What to produce >> The result should be every line in the material below containing the string "paths".

Input >>

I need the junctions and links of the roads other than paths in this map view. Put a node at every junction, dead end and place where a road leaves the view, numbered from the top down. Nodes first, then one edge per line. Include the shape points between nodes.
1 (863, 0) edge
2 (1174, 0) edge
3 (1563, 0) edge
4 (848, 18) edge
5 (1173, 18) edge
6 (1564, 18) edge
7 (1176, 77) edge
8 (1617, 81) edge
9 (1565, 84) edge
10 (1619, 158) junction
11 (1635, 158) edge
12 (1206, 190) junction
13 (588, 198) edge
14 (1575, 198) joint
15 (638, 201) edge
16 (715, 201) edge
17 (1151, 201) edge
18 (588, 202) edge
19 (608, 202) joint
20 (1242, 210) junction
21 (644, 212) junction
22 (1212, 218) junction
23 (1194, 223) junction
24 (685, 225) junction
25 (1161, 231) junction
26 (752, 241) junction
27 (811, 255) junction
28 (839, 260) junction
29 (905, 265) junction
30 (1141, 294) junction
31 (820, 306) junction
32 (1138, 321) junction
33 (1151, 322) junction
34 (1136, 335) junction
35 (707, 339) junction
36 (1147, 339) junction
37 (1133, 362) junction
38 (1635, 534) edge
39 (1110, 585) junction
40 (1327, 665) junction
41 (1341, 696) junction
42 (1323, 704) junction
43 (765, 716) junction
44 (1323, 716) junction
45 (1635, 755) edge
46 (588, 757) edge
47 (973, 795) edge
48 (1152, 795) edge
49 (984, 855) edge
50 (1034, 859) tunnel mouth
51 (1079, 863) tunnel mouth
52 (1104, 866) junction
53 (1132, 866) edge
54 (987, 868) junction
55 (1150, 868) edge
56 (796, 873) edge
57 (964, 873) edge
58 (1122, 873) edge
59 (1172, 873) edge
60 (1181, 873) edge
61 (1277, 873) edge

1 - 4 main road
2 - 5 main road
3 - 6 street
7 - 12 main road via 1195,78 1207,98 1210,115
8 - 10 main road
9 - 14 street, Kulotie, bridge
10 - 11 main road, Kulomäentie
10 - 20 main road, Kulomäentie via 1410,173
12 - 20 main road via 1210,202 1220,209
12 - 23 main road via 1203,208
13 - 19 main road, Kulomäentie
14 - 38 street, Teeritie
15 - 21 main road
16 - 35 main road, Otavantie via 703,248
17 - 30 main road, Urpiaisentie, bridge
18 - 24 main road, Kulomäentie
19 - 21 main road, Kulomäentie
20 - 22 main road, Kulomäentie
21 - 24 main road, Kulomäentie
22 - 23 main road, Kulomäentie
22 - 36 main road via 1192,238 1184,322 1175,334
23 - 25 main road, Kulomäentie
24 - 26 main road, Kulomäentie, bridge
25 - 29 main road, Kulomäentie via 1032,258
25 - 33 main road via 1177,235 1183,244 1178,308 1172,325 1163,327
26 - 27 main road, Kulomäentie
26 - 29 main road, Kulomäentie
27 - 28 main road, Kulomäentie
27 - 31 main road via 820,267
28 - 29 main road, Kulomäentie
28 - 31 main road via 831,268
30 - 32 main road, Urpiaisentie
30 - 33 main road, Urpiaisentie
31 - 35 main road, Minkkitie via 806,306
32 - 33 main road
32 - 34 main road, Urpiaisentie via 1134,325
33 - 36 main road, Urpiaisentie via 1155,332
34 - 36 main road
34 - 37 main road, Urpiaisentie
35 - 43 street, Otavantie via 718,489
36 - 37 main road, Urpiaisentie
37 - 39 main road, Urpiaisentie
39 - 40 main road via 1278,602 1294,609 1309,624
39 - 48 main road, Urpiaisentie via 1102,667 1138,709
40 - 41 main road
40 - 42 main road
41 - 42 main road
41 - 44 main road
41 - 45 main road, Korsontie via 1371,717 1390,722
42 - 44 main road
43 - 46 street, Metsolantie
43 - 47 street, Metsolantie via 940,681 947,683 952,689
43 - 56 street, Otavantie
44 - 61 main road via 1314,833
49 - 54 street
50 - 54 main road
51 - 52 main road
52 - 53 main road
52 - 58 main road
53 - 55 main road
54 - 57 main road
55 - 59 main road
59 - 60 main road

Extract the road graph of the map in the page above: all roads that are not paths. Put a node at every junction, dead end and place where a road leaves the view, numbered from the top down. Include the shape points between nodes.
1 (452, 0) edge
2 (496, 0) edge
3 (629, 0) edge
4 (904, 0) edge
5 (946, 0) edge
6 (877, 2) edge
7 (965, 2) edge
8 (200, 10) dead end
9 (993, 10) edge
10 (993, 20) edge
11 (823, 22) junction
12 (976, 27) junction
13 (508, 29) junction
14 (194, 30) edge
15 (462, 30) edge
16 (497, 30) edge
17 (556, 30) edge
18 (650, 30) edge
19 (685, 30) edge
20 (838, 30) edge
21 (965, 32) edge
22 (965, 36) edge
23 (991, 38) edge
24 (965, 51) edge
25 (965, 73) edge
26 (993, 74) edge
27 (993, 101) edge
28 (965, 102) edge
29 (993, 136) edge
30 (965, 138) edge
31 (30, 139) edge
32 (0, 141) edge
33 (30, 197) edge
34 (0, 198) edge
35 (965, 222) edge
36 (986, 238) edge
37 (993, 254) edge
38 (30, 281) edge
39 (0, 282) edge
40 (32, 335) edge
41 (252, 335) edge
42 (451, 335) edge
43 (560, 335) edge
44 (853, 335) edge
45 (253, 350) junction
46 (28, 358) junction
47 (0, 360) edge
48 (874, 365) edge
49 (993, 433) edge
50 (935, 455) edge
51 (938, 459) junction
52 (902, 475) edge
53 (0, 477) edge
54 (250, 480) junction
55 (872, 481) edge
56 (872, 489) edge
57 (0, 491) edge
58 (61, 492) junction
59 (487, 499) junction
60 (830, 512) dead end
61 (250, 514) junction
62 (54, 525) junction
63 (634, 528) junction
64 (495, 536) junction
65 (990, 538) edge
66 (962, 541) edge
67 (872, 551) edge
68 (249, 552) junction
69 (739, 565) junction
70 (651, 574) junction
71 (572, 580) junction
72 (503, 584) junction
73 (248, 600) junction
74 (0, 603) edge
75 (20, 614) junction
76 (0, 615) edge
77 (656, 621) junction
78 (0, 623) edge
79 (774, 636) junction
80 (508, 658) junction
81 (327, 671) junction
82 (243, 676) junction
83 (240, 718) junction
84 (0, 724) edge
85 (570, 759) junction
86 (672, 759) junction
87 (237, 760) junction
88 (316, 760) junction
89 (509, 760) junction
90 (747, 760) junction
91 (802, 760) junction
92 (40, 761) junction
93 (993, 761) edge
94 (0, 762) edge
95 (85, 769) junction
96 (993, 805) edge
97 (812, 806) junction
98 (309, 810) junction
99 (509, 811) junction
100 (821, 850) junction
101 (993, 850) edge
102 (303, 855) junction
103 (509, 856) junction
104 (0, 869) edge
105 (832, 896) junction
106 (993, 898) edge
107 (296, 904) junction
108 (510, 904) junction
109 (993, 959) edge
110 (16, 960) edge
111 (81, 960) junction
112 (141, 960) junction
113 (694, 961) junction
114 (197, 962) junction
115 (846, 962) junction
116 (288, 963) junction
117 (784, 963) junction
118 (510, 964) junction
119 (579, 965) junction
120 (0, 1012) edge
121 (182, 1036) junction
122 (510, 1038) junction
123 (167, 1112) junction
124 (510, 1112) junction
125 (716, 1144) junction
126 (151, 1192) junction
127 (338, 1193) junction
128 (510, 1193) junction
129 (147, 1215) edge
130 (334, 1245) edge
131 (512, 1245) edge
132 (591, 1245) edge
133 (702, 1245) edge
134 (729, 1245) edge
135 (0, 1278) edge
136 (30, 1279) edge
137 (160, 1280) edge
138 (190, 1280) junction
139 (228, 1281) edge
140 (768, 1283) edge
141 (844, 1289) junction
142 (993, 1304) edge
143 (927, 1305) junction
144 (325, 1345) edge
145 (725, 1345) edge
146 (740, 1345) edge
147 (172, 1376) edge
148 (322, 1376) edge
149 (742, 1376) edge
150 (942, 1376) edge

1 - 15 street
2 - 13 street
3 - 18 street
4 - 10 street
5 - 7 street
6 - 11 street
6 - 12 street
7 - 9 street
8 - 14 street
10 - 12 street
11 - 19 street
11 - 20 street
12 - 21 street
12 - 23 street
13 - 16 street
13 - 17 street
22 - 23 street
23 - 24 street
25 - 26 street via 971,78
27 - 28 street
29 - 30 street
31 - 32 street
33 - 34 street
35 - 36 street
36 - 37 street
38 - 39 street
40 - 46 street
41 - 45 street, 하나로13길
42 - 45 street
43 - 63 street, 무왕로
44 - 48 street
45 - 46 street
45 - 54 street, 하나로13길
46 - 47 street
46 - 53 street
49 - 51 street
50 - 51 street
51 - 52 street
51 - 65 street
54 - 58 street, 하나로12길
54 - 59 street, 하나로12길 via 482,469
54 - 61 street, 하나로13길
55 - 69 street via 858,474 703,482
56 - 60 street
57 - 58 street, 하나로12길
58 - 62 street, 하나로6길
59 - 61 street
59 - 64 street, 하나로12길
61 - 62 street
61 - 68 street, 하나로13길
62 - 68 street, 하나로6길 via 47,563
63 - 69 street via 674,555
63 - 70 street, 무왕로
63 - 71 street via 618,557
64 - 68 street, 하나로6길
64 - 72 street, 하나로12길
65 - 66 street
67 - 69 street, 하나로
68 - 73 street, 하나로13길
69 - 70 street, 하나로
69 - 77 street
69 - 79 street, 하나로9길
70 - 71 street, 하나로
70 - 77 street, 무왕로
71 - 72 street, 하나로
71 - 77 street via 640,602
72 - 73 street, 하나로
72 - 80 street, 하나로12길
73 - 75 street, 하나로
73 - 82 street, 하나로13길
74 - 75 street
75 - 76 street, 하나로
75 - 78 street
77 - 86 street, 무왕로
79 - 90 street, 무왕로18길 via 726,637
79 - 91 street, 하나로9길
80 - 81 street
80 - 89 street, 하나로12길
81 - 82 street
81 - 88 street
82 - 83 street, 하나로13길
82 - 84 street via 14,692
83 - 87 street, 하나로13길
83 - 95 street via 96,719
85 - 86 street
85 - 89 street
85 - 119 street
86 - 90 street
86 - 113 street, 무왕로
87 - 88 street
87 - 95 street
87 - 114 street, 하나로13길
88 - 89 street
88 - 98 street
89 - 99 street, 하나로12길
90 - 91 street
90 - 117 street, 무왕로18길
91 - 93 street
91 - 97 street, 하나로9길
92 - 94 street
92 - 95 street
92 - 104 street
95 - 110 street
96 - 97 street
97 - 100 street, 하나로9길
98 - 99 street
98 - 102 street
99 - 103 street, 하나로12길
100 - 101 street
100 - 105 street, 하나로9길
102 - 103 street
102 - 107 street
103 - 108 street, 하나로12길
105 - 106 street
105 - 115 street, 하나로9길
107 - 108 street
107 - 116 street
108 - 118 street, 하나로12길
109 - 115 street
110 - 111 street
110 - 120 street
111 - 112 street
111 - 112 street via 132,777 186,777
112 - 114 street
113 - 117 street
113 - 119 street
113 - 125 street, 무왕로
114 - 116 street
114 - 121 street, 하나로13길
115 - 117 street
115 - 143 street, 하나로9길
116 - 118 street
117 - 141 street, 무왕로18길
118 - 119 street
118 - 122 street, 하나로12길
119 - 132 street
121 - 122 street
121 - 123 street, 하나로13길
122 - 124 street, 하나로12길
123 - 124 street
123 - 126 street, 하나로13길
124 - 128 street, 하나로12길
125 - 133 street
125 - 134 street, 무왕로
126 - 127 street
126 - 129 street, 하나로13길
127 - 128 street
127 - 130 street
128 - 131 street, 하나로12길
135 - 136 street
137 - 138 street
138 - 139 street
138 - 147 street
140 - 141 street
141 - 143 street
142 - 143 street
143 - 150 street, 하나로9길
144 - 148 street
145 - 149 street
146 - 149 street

Answer to this problem >>
I need the junctions and links of the roads other than paths in this map view. Put a node at every junction, dead end and place where a road leaves the view, numbered from the top down. Nodes first, then one edge per line. Include the shape points between nodes.
Extract the road graph of the map in the page above: all roads that are not paths. Put a node at every junction, dead end and place where a road leaves the view, numbered from the top down. Include the shape points between nodes.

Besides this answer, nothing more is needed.